OpenClove’s FreeMAD Service is an Interesting Mobile First WebRTC Proposition

By Tsahi Levent-Levi

June 3, 2014  

OpenClove has a new free service to attract customers. It is an interesting but risky attempt by OpenClove.

OpenClove FreMAD service

The WebRTC Platform API space is heating up. Vendors are prettying themselves up for acquisitions or investments. One of the recent moves came from OpenClove – a known platform vendor with some interesting video capabilities. What they launched is a service called FreeMAD. As explained on its website:

FreeMAD: A free in-app communications service for Mobile and web Application Developers to embed user-to-user video, voice and data in any app across iOS, Android and HTML.
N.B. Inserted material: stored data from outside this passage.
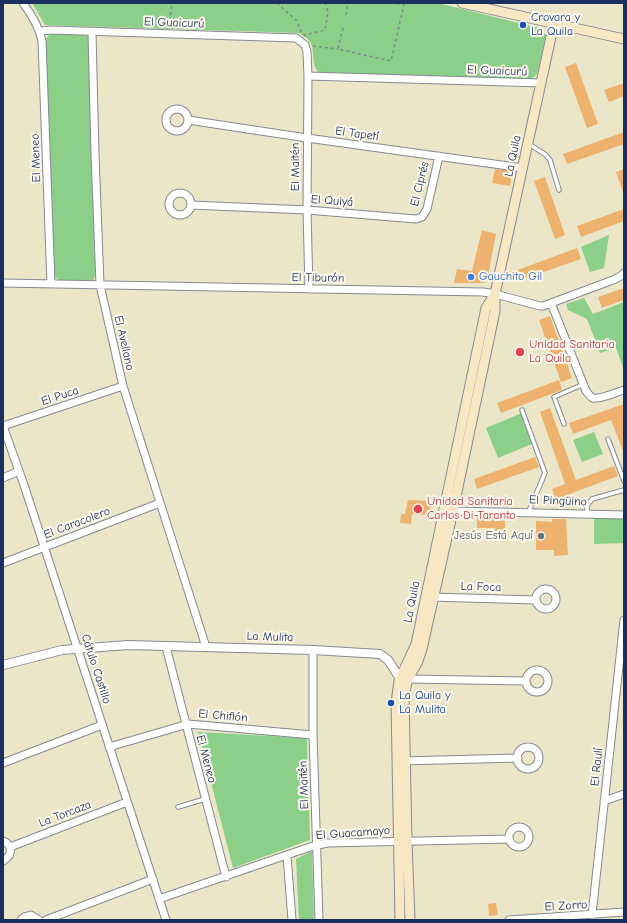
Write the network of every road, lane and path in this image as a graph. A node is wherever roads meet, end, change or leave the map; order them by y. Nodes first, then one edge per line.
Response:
1 (23, 3) edge
2 (172, 3) edge
3 (277, 3) edge
4 (325, 3) edge
5 (348, 3) edge
6 (396, 3) edge
7 (462, 3) edge
8 (346, 15) dead end
9 (554, 23) junction
10 (343, 28) dead end
11 (40, 31) junction
12 (92, 32) junction
13 (169, 34) junction
14 (624, 39) edge
15 (305, 45) junction
16 (338, 49) junction
17 (308, 76) junction
18 (541, 83) junction
19 (188, 120) dead end
20 (307, 138) junction
21 (528, 144) junction
22 (439, 156) junction
23 (523, 168) junction
24 (559, 190) dead end
25 (191, 205) dead end
26 (307, 210) junction
27 (422, 217) joint
28 (624, 273) edge
29 (3, 283) edge
30 (51, 284) junction
31 (100, 285) junction
32 (309, 289) junction
33 (496, 294) junction
34 (551, 303) junction
35 (584, 384) junction
36 (123, 386) junction
37 (624, 390) edge
38 (522, 410) dead end
39 (564, 424) dead end
40 (3, 426) edge
41 (608, 439) dead end
42 (19, 471) junction
43 (3, 478) edge
44 (624, 482) edge
45 (624, 490) edge
46 (160, 503) junction
47 (442, 511) junction
48 (453, 511) junction
49 (528, 513) junction
50 (586, 514) junction
51 (624, 515) edge
52 (45, 547) junction
53 (3, 564) edge
54 (424, 597) junction
55 (434, 597) junction
56 (536, 600) dead end
57 (624, 620) edge
58 (166, 647) junction
59 (206, 647) junction
60 (77, 649) junction
61 (313, 650) junction
62 (3, 665) edge
63 (405, 678) junction
64 (526, 681) dead end
65 (186, 724) junction
66 (102, 725) junction
67 (313, 735) junction
68 (109, 747) junction
69 (518, 758) dead end
70 (401, 761) junction
71 (3, 763) edge
72 (624, 794) edge
73 (206, 798) junction
74 (604, 801) junction
75 (127, 802) junction
76 (178, 807) dead end
77 (509, 839) dead end
78 (3, 841) edge
79 (402, 841) junction
80 (317, 845) junction
81 (10, 847) junction
82 (287, 856) junction
83 (3, 861) edge
84 (226, 877) junction
85 (153, 880) junction
86 (159, 899) junction
87 (624, 912) edge
88 (592, 915) junction
89 (21, 920) edge
90 (39, 920) edge
91 (46, 920) edge
92 (166, 920) edge
93 (292, 920) edge
94 (319, 920) edge
95 (400, 920) edge
96 (410, 920) edge
97 (509, 920) edge

1 - 11 street
2 - 13 path
3 - 4 path
5 - 8 path
6 - 16 path
7 - 9 main road
9 - 14 main road
9 - 18 main road, La Quila
10 - 16 path
11 - 12 street, El Guaicurú
11 - 30 street, El Meneo
12 - 13 street, El Guaicurú
12 - 31 street, El Avellano
13 - 15 street, El Guaicurú
15 - 16 path
15 - 17 street, El Maitén
17 - 18 street, El Guaicurú
17 - 20 street, El Maitén
18 - 21 main road, La Quila
19 - 20 street, El Tapetí
20 - 22 street, El Tapetí
20 - 26 street, El Maitén
21 - 23 main road, La Quila
21 - 24 lane
22 - 23 street, El Tapetí
22 - 27 street, El Ciprés
23 - 33 main road, La Quila
25 - 26 street, El Quiyá
26 - 27 street, El Quiyá
26 - 32 street, El Maitén
28 - 34 street, El Tiburón
29 - 30 street, El Tiburón
30 - 31 street, El Tiburón
31 - 32 street, El Tiburón
31 - 36 street, El Avellano
32 - 33 street, El Tiburón
33 - 34 street, El Tiburón
33 - 47 main road, La Quila
33 - 48 main road, La Quila
34 - 35 street
35 - 37 street
35 - 39 lane
36 - 40 street, El Puca
36 - 46 street, El Avellano
38 - 49 lane
40 - 42 street, Cátulo Castillo
41 - 44 lane
42 - 43 street
42 - 52 street, Cátulo Castillo
45 - 50 lane
46 - 52 street, El Caracolero
46 - 59 street, El Avellano
47 - 48 main road, El Pingüino
47 - 54 main road, La Quila
48 - 49 street, El Pingüino
48 - 55 main road, La Quila
49 - 50 street, El Pingüino
50 - 51 street, El Pingüino
52 - 53 street, El Caracolero
52 - 60 street, Cátulo Castillo
54 - 55 street, La Foca
54 - 63 main road, La Quila
55 - 56 street, La Foca
55 - 63 main road, La Quila
57 - 74 street, El Raulí
58 - 59 street, La Mulita
58 - 60 street, La Mulita
58 - 65 street, El Meneo
59 - 61 street, La Mulita
60 - 62 street, La Mulita
60 - 66 street, Cátulo Castillo
61 - 63 street, La Mulita
61 - 67 street, El Maitén
63 - 64 street
63 - 70 main road, La Quila
65 - 67 street, El Chiflón
65 - 68 street, El Chiflón
65 - 73 street, El Meneo
66 - 68 street, Cátulo Castillo
66 - 71 street
67 - 80 street, El Maitén
68 - 75 street, Cátulo Castillo
69 - 70 street
70 - 79 main road, La Quila
72 - 74 street
73 - 76 lane
73 - 84 street, El Meneo
74 - 88 street, El Raulí
75 - 81 street, La Torcaza
75 - 85 street, Cátulo Castillo
77 - 79 street, El Guacamayo
78 - 81 street
79 - 80 street, El Guacamayo
79 - 95 main road, La Quila
79 - 96 main road, La Quila
80 - 82 street, El Guacamayo
80 - 94 street, El Maitén
81 - 83 street
82 - 84 street, El Guacamayo
82 - 93 street
84 - 86 street, El Guacamayo
85 - 86 street, Cátulo Castillo
85 - 91 street
86 - 92 street, Cátulo Castillo
87 - 88 street, El Zorro
88 - 97 street, El Zorro
89 - 90 street

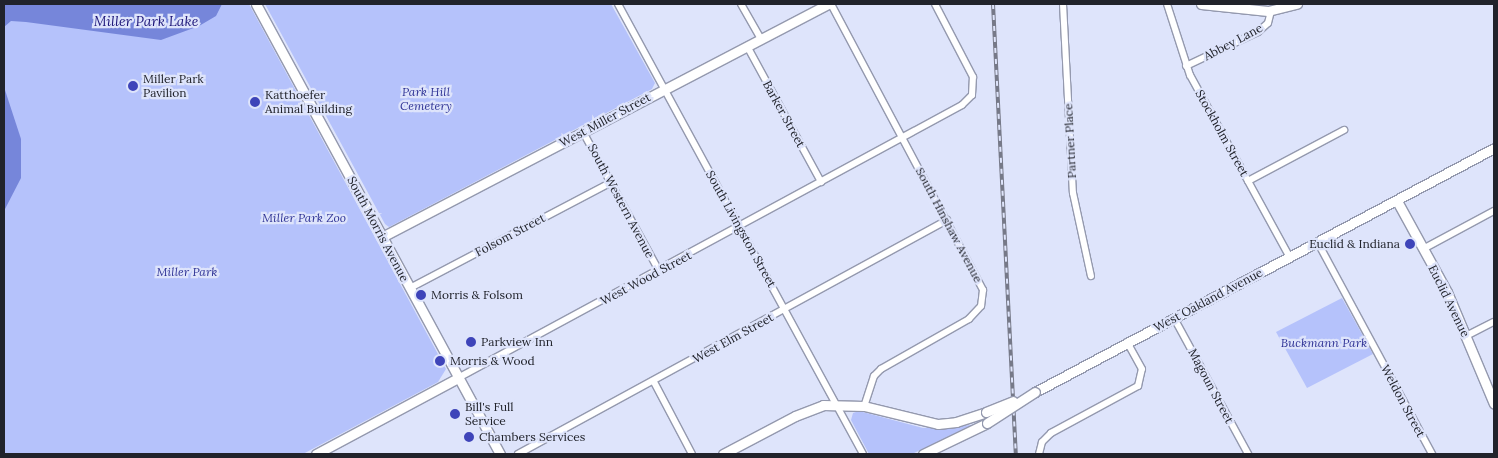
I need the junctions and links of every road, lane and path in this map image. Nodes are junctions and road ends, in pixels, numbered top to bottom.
1 (256, 4) edge
2 (618, 4) edge
3 (741, 4) edge
4 (829, 4) edge
5 (935, 4) edge
6 (1063, 4) edge
7 (1167, 4) edge
8 (1201, 4) edge
9 (1298, 4) edge
10 (1271, 11) junction
11 (761, 39) junction
12 (748, 46) junction
13 (1186, 66) junction
14 (664, 89) junction
15 (1344, 130) dead end
16 (583, 132) junction
17 (903, 137) junction
18 (1494, 148) edge
19 (1248, 181) junction
20 (821, 182) junction
21 (610, 183) junction
22 (1397, 200) junction
23 (1494, 211) edge
24 (947, 220) junction
25 (739, 227) junction
26 (382, 237) junction
27 (1318, 243) junction
28 (1423, 249) junction
29 (1290, 258) junction
30 (658, 271) junction
31 (1090, 276) dead end
32 (410, 288) junction
33 (785, 310) junction
34 (1174, 318) junction
35 (1494, 322) edge
36 (1466, 336) junction
37 (1127, 342) junction
38 (458, 378) junction
39 (654, 382) junction
40 (1034, 392) junction
41 (836, 404) junction
42 (1494, 404) edge
43 (864, 406) junction
44 (316, 454) edge
45 (500, 454) edge
46 (518, 454) edge
47 (692, 454) edge
48 (723, 454) edge
49 (863, 454) edge
50 (923, 454) edge
51 (1039, 454) edge
52 (1248, 454) edge
53 (1432, 454) edge

1 - 26 main road, South Morris Avenue
2 - 14 street, South Livingston Street
3 - 11 street
4 - 11 main road, West Miller Street
4 - 17 street, South Hinshaw Avenue
5 - 17 street, West Wood Street
6 - 31 street, Partner Place
7 - 13 street, Stockholm Street
8 - 10 main road
9 - 10 main road
10 - 13 street, Abbey Lane
11 - 12 main road, West Miller Street
12 - 14 main road, West Miller Street
12 - 20 street, Barker Street
13 - 19 street, Stockholm Street
14 - 16 main road, West Miller Street
14 - 25 street, South Livingston Street
15 - 19 street
16 - 21 street, South Western Avenue
16 - 26 main road, West Miller Street
17 - 20 street, West Wood Street
17 - 24 street, South Hinshaw Avenue
18 - 22 main road, West Oakland Avenue
19 - 29 street, Stockholm Street
20 - 25 street, West Wood Street
21 - 30 street, South Western Avenue
21 - 32 street, Folsom Street
22 - 27 main road, West Oakland Avenue
22 - 28 main road, Euclid Avenue
23 - 28 street
24 - 33 street, West Elm Street
24 - 43 street, South Hinshaw Avenue
25 - 30 street, West Wood Street
25 - 33 street, South Livingston Street
26 - 32 main road, South Morris Avenue
27 - 29 main road, West Oakland Avenue
27 - 53 street, Weldon Street
28 - 36 main road, Euclid Avenue
29 - 34 main road, West Oakland Avenue
30 - 38 street, West Wood Street
32 - 38 main road, South Morris Avenue
33 - 39 street, West Elm Street
33 - 41 street, South Livingston Street
34 - 37 main road, West Oakland Avenue
34 - 52 street, Magoun Street
35 - 36 street
36 - 42 main road, Euclid Avenue
37 - 40 main road, West Oakland Avenue
37 - 51 street
38 - 44 main road, West Wood Street
38 - 45 main road, South Morris Avenue
39 - 46 street, West Elm Street
39 - 47 street
40 - 43 main road, bridge
40 - 50 main road, West Oakland Avenue, bridge
41 - 43 main road
41 - 48 main road
41 - 49 street, South Livingston Street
At around the same time, OpenClove has renamed their platform from OVX to OpenClove SCaaS: Secure Communications as a Service.

FreeMAD can be seen as the freemium model of OpenClove SCaaS – it most probably just the same service running on the same infrastructure with premium features disabled.

The interesting part is what got included in FreeMAD and what was left out of it.

Included

The focus here is mainly on mobile-first.

  • iOS and Android SDKs are available for free
  • 1:1 voice and video calls are enabled for free
  • HTML is available (translation: Chrome and Firefox)

Left out

  • Plugin for IE5 and Safari (that is unavailable from OpenClove at the moment even in the premium version)
  • Multipoint, which is supported in the paid for service
  • Recording and other advanced capabilities, again – left for the paid for service

OpenClove’s Challenges

This move by OpenClove is a rather risky proposition. On one hand, this can be a great way to attract mobile-first or mobile-only services, where the focus is on… mobile. You get many developer on boarded quickly, developing their proof of concepts or even full-fledged services. You show nice growth numbers and you’re done. Sort-of.

I am sure the guys at OpenClove were thinking of WhatsApp with this move – growing up fast, getting traction – and then selling it to someone with deep pockets. But this distinction is harder when your target audience are developers. I don’t think they act like WhatsApp’s customers.

A few challenges along the way:

  • With 10-20% of the calls getting routed via TURN, there’s bandwidth and server costs that OpenClove needs to take upon itself. If these services are good enough and never need to go for a paid for service, then OpenClove are in for a real headache (and money-drainer). This one is pretty hard to scale cost-wise
  • Developers are fickle creatures. They may start with one service (OpenClove) and then move to another when they get funding to build their app from the proof of concept they invested in. What percentage of those using OpenClove will head there? Who knows
  • GIPS (the Google acquisition that lead to WebRTC’s media engine technology) once tried a free version of its GIPS media engine, but soon found out it doesn’t work. Developers weren’t converting to the paid version, and they were taxing GIPS’ support too much. They ended up scrapping that initiative
    • What guarantees are there that this won’t happen here?
    • Sending free-riders to a forum and letting them handle their own issues is nice, but someone still needs to keep the lights on there and answer questions. Not doing so can backfire big time
  • This can lead potential paying customers to the free version, reducing revenue. I can even think of scenarios where a customer uses a paid for account in parallel to a free account just to reduce costs on a single production service (but that just might be my Jewish upbringing doing the thinking)
  • Missing IE (in early beta) and Safari (in development) plugins. This gap needs to be closed – especially when Temasys just commoditized the plugin challenge of WebRTC

On the upside, if this works – OpenClove may find itself with hundreds or thousands of developers a year from now with interesting use cases running on their infrastructure – which is a definite win.

Why is this important

WebRTC is hard to monetize. WebRTC API Platforms are abundant, and they are making interesting moves lately. On the other hand, a long of potential customers are now thinking of building their own infrastructure, especially after Snapchat’s acquisition of AddLive.

This proposition will put pressure on other platform vendors to come up with their own creative ways to entice developers to use their platform.

Expect more announcements during June from other players in the WebRTC API space.